What needs to be done: Your task is to transcribe the entries below exactly, beginning with the line containing "index tip: (848, 567)" and ending with the final line, and to add nothing else.

Supplied records:

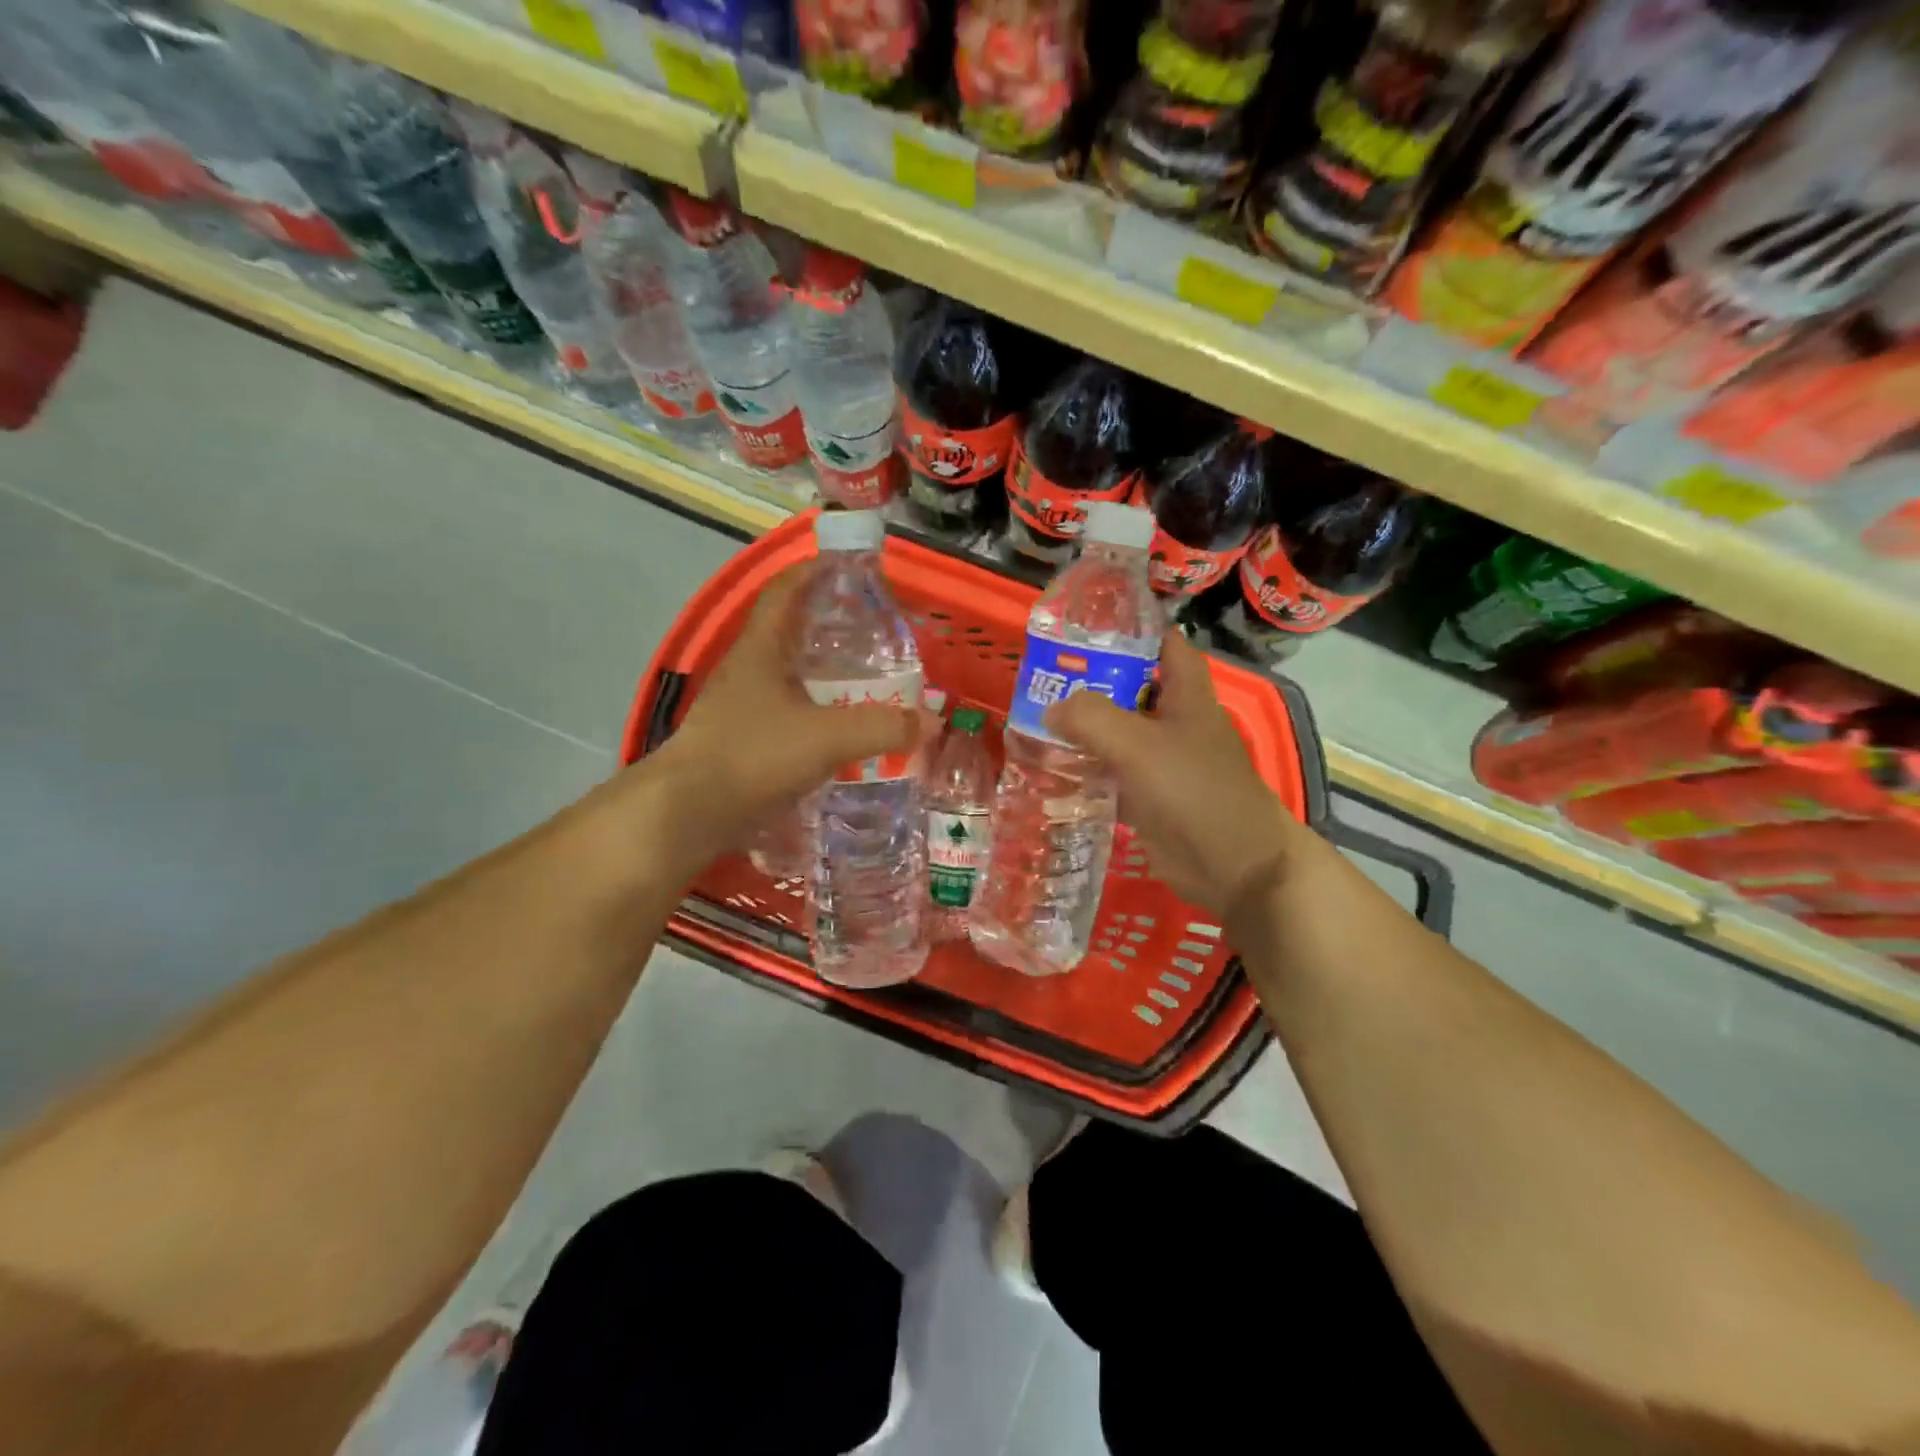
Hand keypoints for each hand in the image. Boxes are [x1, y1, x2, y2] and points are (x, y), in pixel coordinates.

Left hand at [642, 563, 923, 865]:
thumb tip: (931, 721)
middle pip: (789, 633)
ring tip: (866, 683)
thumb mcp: (827, 737)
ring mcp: (739, 707)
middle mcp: (747, 670)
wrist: (688, 812)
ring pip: (788, 677)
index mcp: (760, 649)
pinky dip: (814, 714)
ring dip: (823, 676)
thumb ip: (882, 727)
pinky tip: (838, 732)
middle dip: (829, 628)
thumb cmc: (753, 755)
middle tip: (874, 634)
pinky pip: (784, 714)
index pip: (784, 591)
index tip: (848, 567)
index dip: (813, 571)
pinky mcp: (740, 740)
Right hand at [1044, 631, 1304, 916]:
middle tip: (1042, 673)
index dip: (1132, 627)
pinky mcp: (1148, 795)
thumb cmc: (1194, 791)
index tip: (1085, 624)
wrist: (1233, 865)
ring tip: (1034, 714)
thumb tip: (1051, 709)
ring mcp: (1161, 760)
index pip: (1163, 643)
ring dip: (1083, 725)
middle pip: (1131, 686)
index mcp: (1186, 694)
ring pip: (1117, 730)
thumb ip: (1092, 719)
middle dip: (1091, 679)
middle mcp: (1174, 720)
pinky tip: (1050, 764)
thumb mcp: (1140, 745)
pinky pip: (1111, 771)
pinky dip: (1086, 766)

Expected output:
index tip: (848, 567)
index dip: (813, 571)
pinky mcp: (740, 740)
Right hand at [1044, 631, 1304, 916]:
middle tip: (1042, 673)
index dip: (1132, 627)
pinky mcp: (1148, 795)
thumb cmc: (1194, 791)
index tip: (1085, 624)
wrist: (1233, 865)
ring tip: (1034, 714)
thumb tip: (1051, 709)
ring mcp: (1161, 760)
index pip: (1163, 643)
ring dip: (1083, 725)
middle pip: (1131, 686)
index mcp: (1186, 694)
ring pip: (1117, 730)
thumb ip: (1092, 719)
middle dip: (1091, 679)
middle mcp: (1174, 720)
pinky tip: (1050, 764)
thumb mcp: (1140, 745)
pinky pip: (1111, 771)
pinky dip: (1086, 766)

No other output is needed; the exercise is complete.